I tried memory barriers, full flushing and so on by reloading CR3 on the main processor. Nothing seems willing to make it work.
9) Accessing the stack from the BSP processor (after mapping it in VM) works just fine. Only the APs have problems.
I am using recursive page mapping at the moment (PAE).
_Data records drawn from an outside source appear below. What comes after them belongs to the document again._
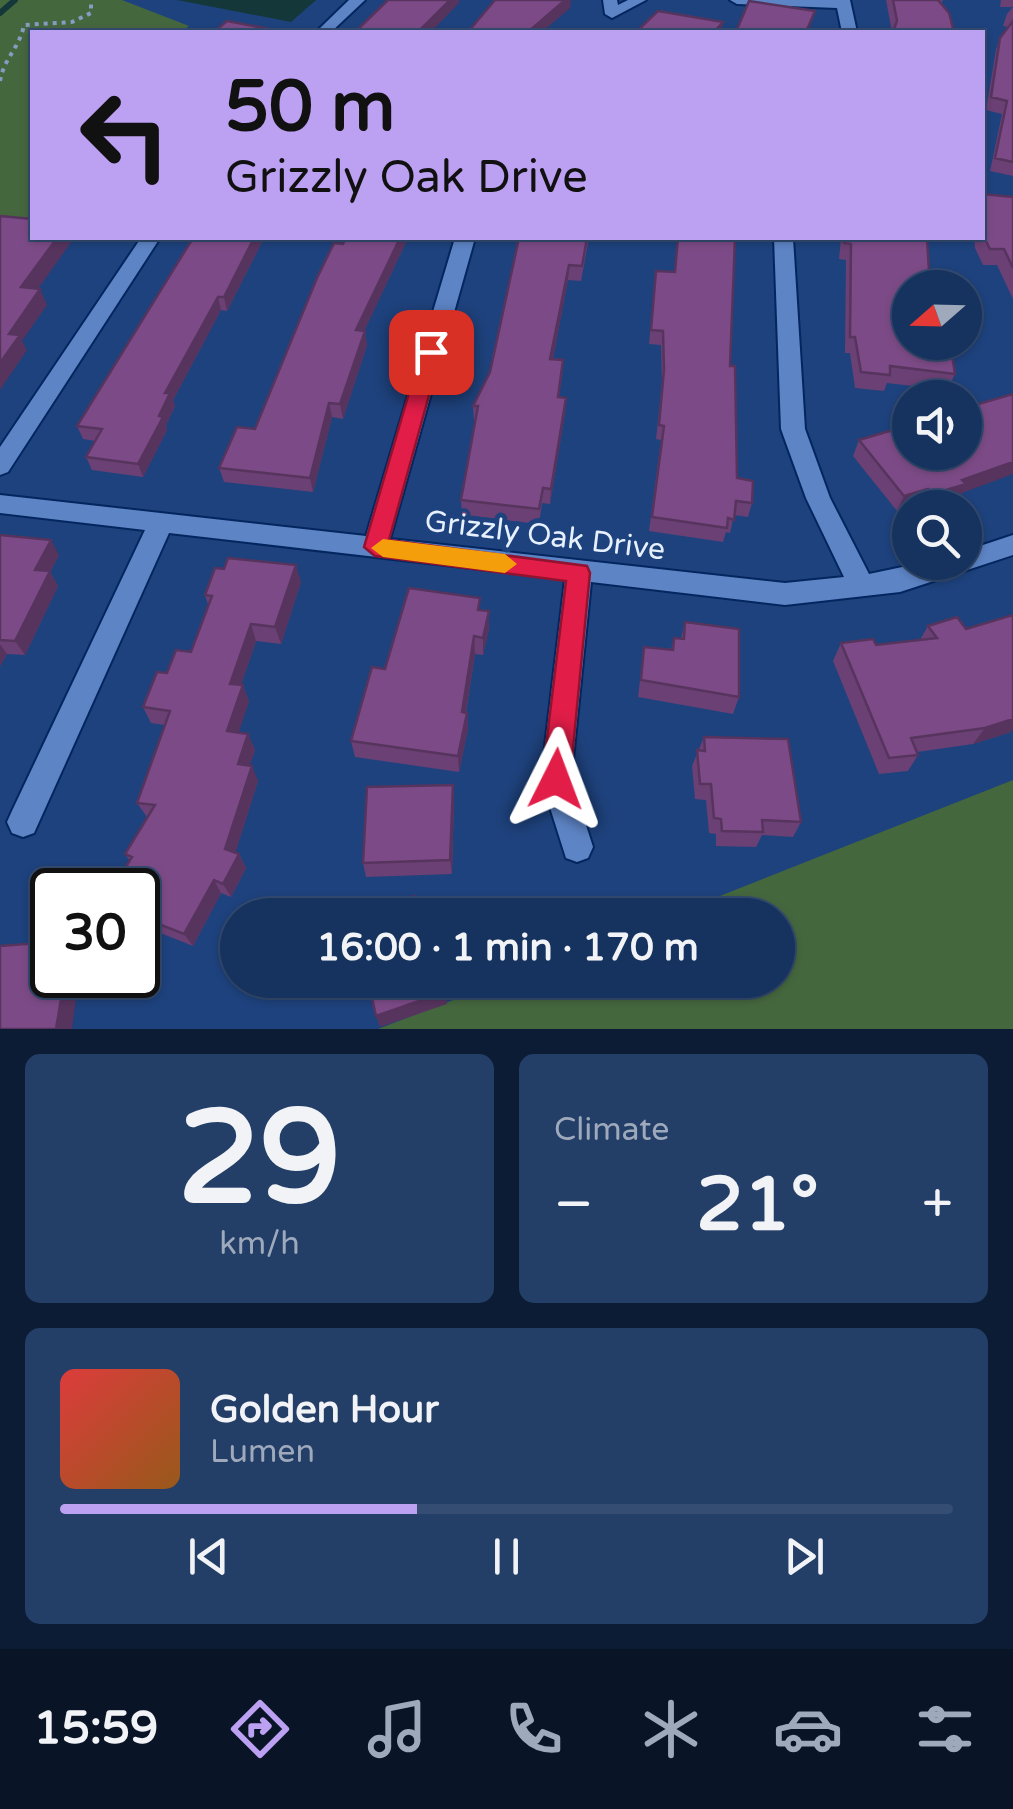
<!DOCTYPE html>
<meta charset="utf-8">
<style>
:root{--surface:#16325e;--page:#233e67;--text:#f1f3f6;--muted:#9eaabc;--line:#354d73;--accent:#bca0f2}
body{margin:0;font-family:"Varela Round",sans-serif;background:var(--page);color:var(--text);height:100vh;display:flex;flex-direction:column;font-size:38px;white-space:nowrap}
*{box-sizing:border-box;margin:0}
p{font-size:32px;color:var(--muted)}
.icon{flex:none;width:55px;height:55px;fill:none;stroke:currentColor;stroke-width:2;stroke-linecap:round;stroke-linejoin:round}
.map{position:relative;height:1029px;overflow:hidden}
.sheet{display:flex;flex-direction:column;gap:25px;padding:25px;background:#0c1c34;flex:1}
.sheet>*{flex:none}
.banner{position:absolute;left:30px;top:30px;width:955px;height:210px;border-radius:0px;box-shadow:0 2px 8px #0004,0 0 0 2px var(--line);background:#bca0f2;color:#111;overflow:hidden}
.needle{width:65px;rotate:250deg}
.tools{position:absolute;left:892px;top:270px;display:grid;gap:20px}
.tools a{display:grid;place-items:center;width:90px;height:90px;border-radius:50%;background:var(--surface);box-shadow:0 2px 8px #0004,0 0 0 2px var(--line);font-size:50px}
.speed{position:absolute;left:30px;top:868px;display:flex;gap:20px;font-size:50px;font-weight:700;text-align:center}
.speed>*{display:grid;place-content:center;width:130px;height:130px;border-radius:50%;background:var(--surface);box-shadow:0 2px 8px #0004,0 0 0 2px var(--line);line-height:1}
.speed .limit{border:5px solid #111;border-radius:15px;background:#fff;color:#111}
.pin{position:absolute;display:grid;place-items:center;width:85px;height:85px;color:#fff;margin:-42px;border-radius:20px;box-shadow:0 5px 15px #0006}
.me{position:absolute;width:110px;margin:-55px;rotate:3deg;stroke-linejoin:round;filter:drop-shadow(0 0 8px #0008)}
.turn{display:flex;align-items:center;gap:35px;height:210px;padding:0 30px;font-size:45px}
.turn .icon{width:130px;height:130px;stroke-width:2.5}
.turn b{display:block;font-size:70px;line-height:85px}
.big{font-size:75px;font-weight:800;line-height:1.1}
.sheet .tile{flex:1;display:flex;flex-direction:column;justify-content:center;gap:15px;min-width:0;padding:0 35px;border-radius:15px;background:var(--page)}
.sheet .dial{align-items:center;gap:0}
.dial b{font-size:130px;line-height:1}
.song{display:flex;align-items:center;gap:30px}
.cover{width:120px;height:120px;border-radius:15px;background:linear-gradient(135deg,hsl(0 70% 55%),hsl(30 70% 35%))}
.played{height:10px;border-radius:5px;background:linear-gradient(90deg,var(--accent) 40%,var(--line) 40%)}
.keys{display:flex;justify-content:space-around;direction:ltr}
.heat{display:flex;justify-content:space-between;align-items:center;font-size:55px;direction:ltr}
.sheet .tiles{flex:1;display:grid;gap:25px;grid-template-columns:1fr 1fr}
.tile:last-child{grid-column:span 2}
.trip{position:absolute;left:220px;top:898px;width:575px;height:100px;border-radius:50px;background:var(--surface);box-shadow:0 2px 8px #0004,0 0 0 2px var(--line);font-weight:800;line-height:100px;text-align:center}
.menu{display:flex;height:160px;justify-content:space-around;align-items:center;background:#091426;color:var(--muted)}
.menu .icon{width:70px;height:70px}
.menu .current{color:var(--accent)}
.menu b{font-size:45px;color:var(--text)}
.map>svg:first-child{display:block}
</style>
<div class="map">
<svg width="1013" height="1029" viewBox="0 0 1013 1029">
<rect width="100%" height="100%" fill="#1e427d"/>
<path fill="#45673e" d="M0 0H122L189 26 181 32H32V231L0 228Z
M1013 780V1029H378L505 980H778V915H672Z"/>
<path fill="#14383a" d="M177 0H316L291 22Z"/>
<g fill="none" stroke-linecap="round" stroke-linejoin="round">
<path stroke="#14383a" stroke-width="6" d="M0 13 15 0"/>
<defs>
<path id="minor" d="M349 0H365L331 32H316Z
M603 0H617L618 5 628 0H646L612 18 605 14Z
M730 0H850L857 32H842L837 8 737 4Z
M141 238H160L8 472 0 475V447Z
M455 238H475L390 539 785 583 844 577 806 498 781 429 774 238H793L805 429 830 498 869 574 926 562H965V551L1013 535V555L900 592 785 605 591 582 571 779 593 847 588 858 577 862 566 858 541 779 565 579 169 533 34 833 23 837 12 833 7 822 12 811 145 530 0 513V495L366 536Z"/>
</defs>
<use href="#minor" stroke="#04265f" stroke-width="4"/>
<path stroke="#869cc0" stroke-width="4" stroke-dasharray="4 5" stroke-linecap="butt" d="M0 81C4 58 20 47 24 25L72 22 91 13V0"/>
<use href="#minor" fill="#5d84c5" fill-rule="evenodd"/>
</g>
<path fill="#6b4074" d="M886 0H943L941 4 954 32H892Z
M1001 0H1013V176L990 171 1002 114 986 110 996 50 1000 38 1009 27 1003 26 1007 14 1013 7H1000Z
M982 194 1013 197V299L997 265H983L975 248 974 238H982Z
M193 238H264L227 311 221 310 173 400 175 406 166 425 167 430 143 477 92 470 86 457 95 441 83 439 77 426Z
M346 238H408L364 331 367 345 343 419 332 417 313 492 224 482 219 468 255 429Z
M519 238H589L581 281 568 280 553 359 562 376 559 397 566 398 565 413 550 504 542 503 539 524 462 515 461 500 475 421H474L473 406 490 372Z
M841 238H927L910 288 955 374 947 390 887 383 884 391 855 388 850 353H845L846 260 839 259Z
M656 271 730 366 737 478 752 503 748 517 734 515 730 533 726 532 723 542 649 531 661 440 656 439 662 384 661 345 649 344Z
M1013 394 958 499 932 508H923L921 504 897 511 853 456 859 440 900 439 965 452V408Z
M0 535 59 555 50 572 58 586 25 655 7 654 0 666Z
M301 582 281 644 256 641 241 685 249 701 238 733 248 734 255 750 249 766 258 781 235 853 239 854 246 868 231 897 221 893 193 946 138 924V890H115L113 887 130 861 125 854 147 817 137 803 165 725 151 723 143 707 167 673 191 652 208 604 205 595Z
M481 610 489 611V629L483 655 475 654 466 713H467L468 729 459 772 355 757 351 741 385 669Z
M685 622 739 697 733 714 638 697 644 647 671 650 674 638 681 639Z
M928 626 1011 732 973 744 917 752 918 755 908 771 879 774 833 661 841 643 876 645 920 640Z
M704 737 801 822 793 837 762 835 756 847 716 846V834L709 833 706 800 695 799 692 766Z
M453 785 454 801 452 874 366 877 363 863Z"/>
<path fill="#57345e" d="M450 0H459V3L431 32H418Z
M565 0H571L570 8 542 32H528Z
M723 22 721 32H714Z
M57 238H74L28 303 21 287Z
M254 238H264L227 311 224 297Z
M400 238H408L358 344 356 330Z
M569 265 568 280 550 374V359Z
M40 289 47 305 22 341 27 350 0 390V363L9 334Z
M218 297 221 310 173 400 175 406 166 425 167 430 143 477 138 464 159 416 165 393Z
M365 331 367 345 343 419 340 404Z
M566 398 565 413 550 504 551 489Z
M329 403 332 417 313 492 310 478Z
M1013 462V474L962 493 958 499 932 508H926L933 494 962 480Z
M928 489 921 504 897 511 904 496Z
M51 540 59 555 50 572 58 586 25 655 15 641 35 570Z
M296 565 301 582 281 644 275 627Z
M489 611V629L483 655V638Z
M251 624 256 641 236 700 230 684Z
M474 636 475 654 463 729 462 712Z
M0 644 7 654 0 666Z
M243 685 249 701 234 747 227 731Z
M467 713 468 729 459 772 458 756Z
M1013 716V729L1011 732 973 744 985 728Z
M248 734 255 750 245 779 238 764Z
M252 766 258 781 232 863 225 849Z
M453 785 454 801 452 874 450 860Z
M239 854 246 868 231 897 223 884Z
M214 880 221 893 193 946 184 934Z
M65 975H79L72 1029H56Z
M368 980 372 991 364 994 359 982Z
M451 980 482 981 446 994 447 1004 380 1027 376 1016Z"/>
<path fill="#7c4b87" stroke="#57345e" stroke-width="2.5" d="M388 0H450L418 32H355Z
M495 0H565L528 32H468Z
M893 0H938L949 13 954 32H893L897 21Z
M749 1 815 11 806 32H736Z
M658 11 723 22 714 32H636Z
M227 21 269 29 265 32H214Z
M1013 21V162L995 158 1007 101 991 97 1000 38Z
M982 194 1013 197V268L1004 249H990L982 233Z
M0 216 32 219V238H57L21 287 40 289 9 334 20 335 0 363Z
M193 238H254L224 297H218L165 393H170L159 416 163 417 138 464 86 457 102 429 77 426Z
M346 238H400L356 330 365 331 340 404 329 403 310 478 219 468 237 427 255 429 317 278 334 243 343 244Z
M519 238H587L582 266 569 265 550 359 563 360 558 397 566 398 551 489 543 488 539 509 461 500 478 406H473L490 372Z
M678 238H735L730 366H735L737 478 753 481 752 503 736 501 734 520 728 518 727 528 652 517 664 426 659 425 664 370 663 331 651 330 656 271 675 272Z
M844 238H927L930 288H910V342H950L955 374 890 366V375L861 372 855 337H850L851 244 844 243Z
M1013 394V462L962 480 966 484 933 494 928 489 904 496 859 440 893 430 900 439 910 436V452H965V421L974 418 965 408Z
M0 535 51 540 35 570 50 571 15 641 0 640Z
M228 558 296 565 275 627 251 624 230 684 243 685 227 731 248 734 238 764 252 766 225 849 239 854 223 884 214 880 184 934 138 916V890H120L113 887 132 857 125 854 155 805 137 803 170 711 143 707 157 672 167 673 176 650 191 652 212 596 205 595 215 568 224 569Z
M409 588 480 598 478 610 489 611 483 638 474 636 462 712 467 713 458 756 351 741 372 667 385 669Z
M1013 615V719L985 728 911 738 918 755 889 758 841 643 873 639 876 645 937 638 928 626 957 617 966 629Z
M685 622 739 629V697L641 680 644 647 673 650 674 638 684 639Z
M704 737 788 739 801 822 762 820 763 832 722 831 721 819 714 818 711 784H700L697 750 705 751Z
M453 785 450 860 363 863 367 787Z
M414 896 419 915H354Z
M52 942V975H65L56 1029H0V946Z
M368 980H451L443 983 445 992 376 1016Z"/>
<path fill="#e11d48" stroke="#92132f" stroke-width="2.5" d="M431 345 441 352 389 540 587 566 590 573 570 779 566 788 556 792 546 788 542 779 566 581 375 556 364 547 421 352Z"/>
<path fill="#f59e0b" d="M383 539 505 554 517 564 505 573 383 557 371 548Z"/>
<g text-anchor="middle" stroke-width="10" stroke-linejoin="round" paint-order="stroke">
<g font-size="30" fill="#e7f0fe" stroke="#1e427d">
<text transform="translate(545 535) rotate(7)" y="10">Grizzly Oak Drive</text>
</g>
</g>
</svg>
<div class="tools">
<a><svg class="needle" viewBox="-14 -14 28 28"><path d="M0-13l5 13h-10z" fill="#e53935"/><path d="M0 13l5-13h-10z" fill="#9eaabc"/></svg></a>
<a><svg class="icon" aria-label="sound" viewBox="0 0 24 24"><path d="M4 9h4l5-4v14l-5-4H4zM17 9q2 3 0 6"/></svg></a>
<a><svg class="icon" aria-label="search" viewBox="0 0 24 24"><circle cx="10" cy="10" r="6"/><path d="M15 15l6 6"/></svg></a>
</div>
<div class="speed"><div class="limit">30</div></div>
<div class="pin" style="left:431px;top:352px;background:#d93025"><svg class="icon" aria-label="arrive" viewBox="0 0 24 24"><path d="M6 21V4h12l-3 4 3 4H6"/></svg></div>
<svg class="me" style="left:556px;top:779px" viewBox="-20 -20 40 40"><path d="M0-17L14 15 0 8-14 15z" fill="#e11d48" stroke="#fff" stroke-width="4"/></svg>
<div class="trip">16:00 · 1 min · 170 m</div>
<div class="banner">
<div class="turn"><svg class="icon" aria-label="left" viewBox="0 0 24 24"><path d="M17 20v-9H6M10 6l-5 5 5 5"/></svg><div><b>50 m</b>Grizzly Oak Drive</div></div>
</div>
</div>
<section class="sheet">
<div class="tiles">
<div class="tile dial"><b>29</b><p>km/h</p></div>
<div class="tile"><p>Climate</p>
<div class="heat"><a>−</a><b class="big">21°</b><a>+</a></div>
</div>
<div class="tile">
<div class="song"><i class="cover"></i><div><b>Golden Hour</b><p>Lumen</p></div></div>
<div class="played"></div>
<div class="keys"><svg class="icon" aria-label="previous" viewBox="0 0 24 24"><path d="M18 5L8 12l10 7zM5 5v14"/></svg><svg class="icon" aria-label="pause" viewBox="0 0 24 24"><path d="M8 5v14M16 5v14"/></svg><svg class="icon" aria-label="next" viewBox="0 0 24 24"><path d="M6 5l10 7-10 7zM19 5v14"/></svg></div>
</div>
</div>
</section>
<nav class="menu">
<b>15:59</b>
<svg class="icon current" aria-label="directions" viewBox="0 0 24 24"><path d="M12 3l9 9-9 9-9-9zM9 14v-3h6M13 9l2 2-2 2"/></svg>
<svg class="icon" aria-label="music" viewBox="0 0 24 24"><path d="M9 18V5l10-2v13"/><circle cx="6" cy="18" r="3"/><circle cx="16" cy="16" r="3"/></svg>
<svg class="icon" aria-label="phone" viewBox="0 0 24 24"><path d="M5 4h4l2 5-3 2q2 4 5 5l2-3 5 2v4C11 20 4 13 5 4z"/></svg>
<svg class="icon" aria-label="climate" viewBox="0 0 24 24"><path d="M12 3v18M4 7l16 10M4 17L20 7"/></svg>
<svg class="icon" aria-label="car" viewBox="0 0 24 24"><path d="M5 17H2v-5l4-1 3-4h7l3 4 3 1v5h-3M9 17h6M6 11h13"/><circle cx="7" cy="17" r="2"/><circle cx="17" cy="17" r="2"/></svg>
<svg class="icon" aria-label="filters" viewBox="0 0 24 24"><path d="M4 7h16M4 17h16"/><circle cx="9" cy="7" r="2"/><circle cx="15" cy="17" r="2"/></svg>
</nav>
Here are the changes made to the page table when I allocate the stack:
Code: Select all
Stack physical address 0x0013a000, mapping it to virtual address 0xFF7FD000, flags 0x3 (present + write)
PML3 - previous 0xbffcd001, now 0xbffcd001 (unchanged, as expected)
PML2 - previous 0xbffc9163, now 0xbffc9163 (unchanged, as expected)
PML1 - previous 0x00000000, now 0x0013a103 (looks good, this is physical address with PAGE GLOBAL + PAGE WRITE + PAGE PRESENT
Accessing that same memory from the AP (namely when pushing a value on the stack) results in a pagefault (exception 0xE):
Code: Select all
check_exception old: 0xffffffff new 0xe
0: v=0e e=000b i=0 cpl=0 IP=0008:00001082 pc=00001082 SP=0010:ff7fe000 CR2=ff7fdffc
EAX=00001f00 EBX=00001000 ECX=00000000 EDX=000006f3
ESI=00000000 EDI=00000000 EBP=00000000 ESP=ff7fe000
EIP=00001082 EFL=00000006 [-----P-] CPL=0 II=0 A20=1 SMM=0 HLT=0
- %esp is where I expect it to be: 0xff7fe000
- CR2 is at 0xff7fdffc which is what happens when a stack push triggers a page fault
I've tried debugging using bochs. Same behaviour. Manually inspecting the memory and verifying the page tables didn't provide any clue as to what is going on.
Real hardware also resets, so likely the same problem.
I have no clue why the "reserved" bit is set on the page fault error, my code never ever sets the reserved bits anywhere and I am careful to zero-out all memory pages when I allocate them.
You can find the code where I allocate the stack and wake up the APs here:
https://github.com/kiznit/rainbow-os/bl ... #L100-L102
The stack access triggering the page fault:
https://github.com/kiznit/rainbow-os/bl ... smp.S#L107
You can also see where I access the stack from the BSP before starting the APs (no page fault here):
https://github.com/kiznit/rainbow-os/bl ... u.cpp#L112
Thanks for any help or comments here.